- Born: Mondi Miron Grunberg 31 January 1909 Târgu Ocna, Kingdom of Romania
- Died: 18 November 1995 (aged 86) London, England
- Education: University of Bucharest Sorbonne
- Occupations: Literary journalist and editor
- Notable work: ADAM International Review
- Spouse(s): Carola Rabinovici, m. 1936
- Children: 1

= Miron Grindea =

Romanian literary journalist and magazine editor (1909–1995)

Miron Grindea (31 January 1909 – 18 November 1995) was a Romanian-British literary journalist and the editor of ADAM International Review, a literary magazine published for more than 50 years. In 1984, ADAM was said to be "the world's longest surviving literary magazine". Its title was an acronym for "Arts, Drama, Architecture and Music".

==Biography==
Born Mondi Miron Grunberg in the town of Târgu Ocna, Kingdom of Romania, he moved with his Jewish family after the First World War to the capital of Romania, Bucharest. Having studied humanities at the University of Bucharest and at the Sorbonne in Paris, France, Miron Grindea from 1929 began reviewing music and literature for the Jewish cultural review ADAM and became its co-editor in 1936. That same year, he married the pianist Carola Rabinovici (1914–2009); their daughter Nadia was also to become a pianist. Grindea and his wife arrived in Britain in September 1939, two days before the outbreak of the Second World War, and he was soon employed in the BBC’s European Intelligence Section at Bush House, London.

==ADAM International Review, 1941–95==
When in 1941, many émigré authors, including Thomas Mann and Stefan Zweig, gathered in London for a meeting of the international writers' club PEN, under the presidency of H. G. Wells, Grindea was inspired to start an international literary journal. To avoid wartime restrictions on new publications, he revived ADAM in September that year.

His eminent associates and contributors included Cyril Connolly, Stephen Spender, J. B. Priestley (who were all among the several members of ADAMs editorial board) T. S. Eliot and George D. Painter. Grindea's personal library (housed at the Foyles Special Collections Library at the Maughan Library) includes signed copies of works by Arthur Koestler, André Gide, Robert Graves, Bertrand Russell, Tristan Tzara, Patrick Moore and Graham Greene and many others. As David Gascoyne noted: "It was in fact obvious, in the mid-forties, to any educated reader, that Adam's only rival was the then recently defunct Criterion, edited by T S Eliot."
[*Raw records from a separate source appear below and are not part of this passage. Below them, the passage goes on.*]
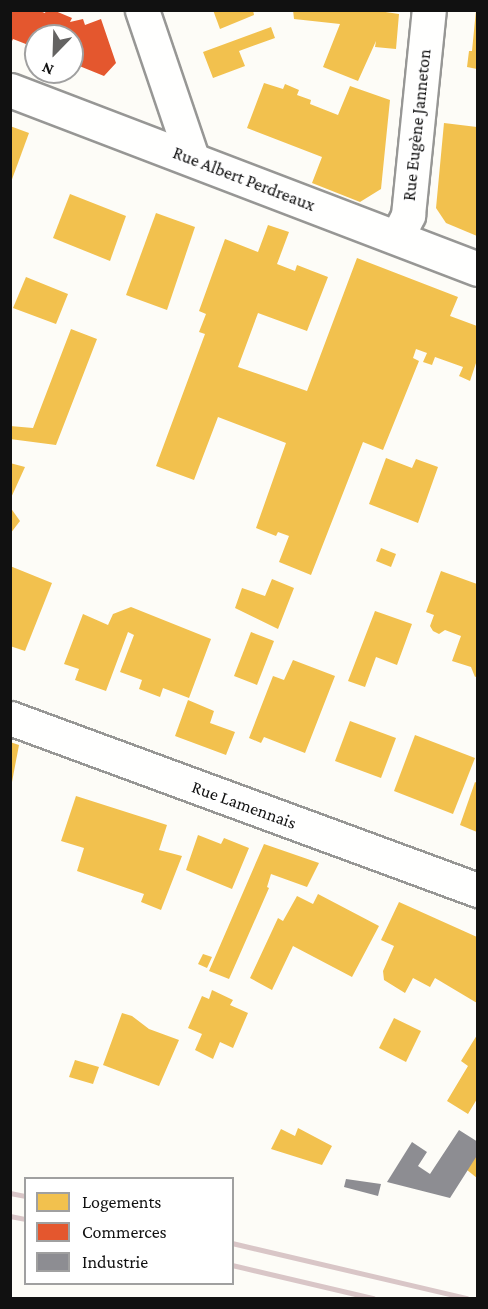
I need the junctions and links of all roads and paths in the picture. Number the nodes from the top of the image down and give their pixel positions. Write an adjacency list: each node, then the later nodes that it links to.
1 (142, 10): 4 (street)
2 (429, 10): 5 (street, Rue Eugène Janneton)
3 (10, 90): 4 (street, Rue Albert Perdreaux)
4 (192, 158): 5 (street, Rue Albert Perdreaux)
5 (397, 237): 6 (street, Rue Albert Perdreaux)
6 (477, 269)
7 (10, 718): 8 (street, Rue Lamennais)
8 (477, 890)

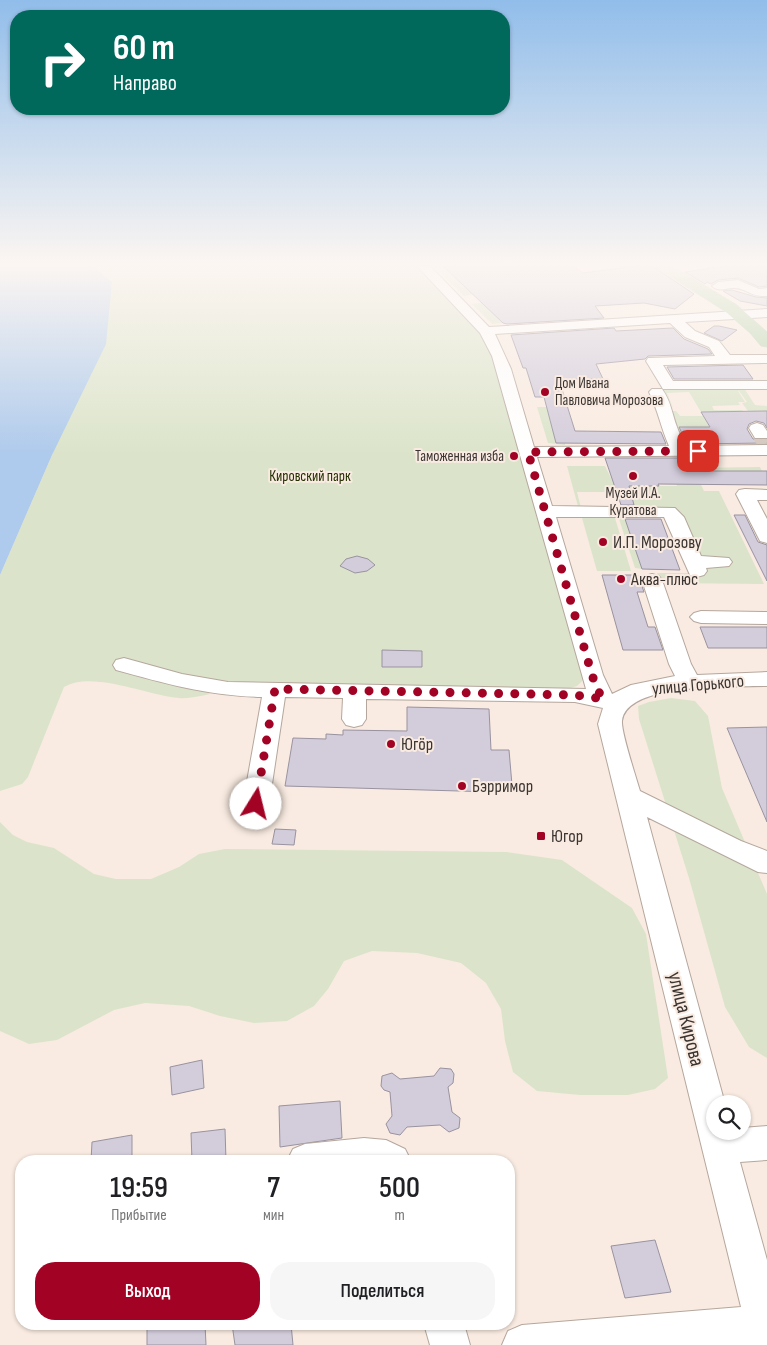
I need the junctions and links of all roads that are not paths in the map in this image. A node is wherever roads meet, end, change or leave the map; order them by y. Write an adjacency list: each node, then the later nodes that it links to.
1 (484, 329): 5 (street)
2 (521, 329): 5 (street)
3 (684, 329): 8 (street)
4 (756, 329): 6 (main road)
5 (486, 331): 15 (street)
6 (767, 342)
7 (767, 359): 8 (street)
8 (726, 360): 9 (street)
9 (746, 385): 10 (street); 12 (street)
10 (767, 385)
11 (657, 392): 14 (street)
12 (757, 402)
13 (764, 440): 14 (street)
14 (680, 451): 15 (street)
15 (528, 452): 17 (street)
16 (767, 494): 18 (street)
17 (546, 511): 19 (street); 28 (street)
18 (767, 537)
19 (722, 562)
20 (652, 580): 25 (street)
21 (701, 617): 22 (street)
22 (767, 618)
23 (124, 665): 26 (street)
24 (767, 679): 25 (street, улица Горького)
25 (690, 683): 28 (street, улица Горького)
26 (286, 684): 27 (street); 31 (street)
27 (355, 691): 28 (street); 29 (street)
28 (610, 702): 30 (street, улица Кирова)
29 (354, 719)
30 (629, 797): 32 (street); 34 (street, улица Кирова)
31 (256, 804)
32 (767, 862)
33 (767, 1143): 34 (street)
34 (719, 1147): 35 (street, улица Кирова)
35 (766, 1329): 38 (street)
36 (446, 1330): 37 (street)
37 (450, 1345)
38 (522, 1345)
Grindea edited and, with subsidies, financed ADAM International Review (Art, Drama, Architecture, and Music) from his home at Emperor's Gate in Kensington, London. Over the decades, ADAM featured an range of subjects in the magazine, and attracted a prominent list of unpaid contributors (in both English and French), who at various times included George Bernard Shaw, Cecil Day-Lewis, W. H. Auden, E. M. Forster, Anthony Powell, Lawrence Durrell, Winston Churchill, Max Beerbohm, François Mauriac and Samuel Beckett. The review also featured drawings by artists including Picasso and Chagall.

Among writers who made their debut in ADAM are Maureen Duffy and Wolf Mankowitz, and others Grindea enlisted as sometime workers include Margaret Busby (who on leaving university was briefly his editorial assistant) and Erik de Mauny, who recalled: "I am sure that I am not the only one among his friends to have been telephoned late at night with urgent requests for help and advice with the next number of Adam." Hanif Kureishi was quoted in a 2014 Guardian article as saying: "I only once pitchforked a person I knew directly into a novel to make a point, and that was Miron Grindea, the editor of the international literary magazine Adam, whose respectful attendance on the great and good in his editorials I found highly amusing."

At the time of Grindea's death aged 86, in London in 1995, he was working on the 500th edition of ADAM.

==Awards==

- 1955, Prix de l'Académie française
- 1965, Lundquist Literary Prize, Sweden
- 1974, Chevalier de la Légion d'Honneur
- 1977, Member of the Most Excellent Order of the British Empire (MBE)
- 1983, Honorary DLitt degree from the University of Kent
- 1985, Commander, Order of Arts and Letters, France
- 1986, Officer of the Most Excellent Order of the British Empire (OBE)

==Legacy==

In 2006, ADAM: An Anthology of Miron Grindea's ADAM Editorials (2 volumes), selected and edited by his grand-daughter Rachel Lasserson (former editor of Jewish Quarterly), was published (London: Vallentine Mitchell), with an Introduction entitled "Music, Proust and Anti-Semitism".

==Archives==

Miron Grindea's papers and the ADAM archives are largely held at King's College London. A commemorative exhibition, Miron Grindea and the Art of Literary Journalism, was held at the Weston Room, Maughan Library and Information Services Centre, Chancery Lane, in 2003.

Two portraits of Grindea are in the collection of the National Portrait Gallery, London: an unattributed photo of him taken in 1939 and a photograph by Barry Marsden (1989).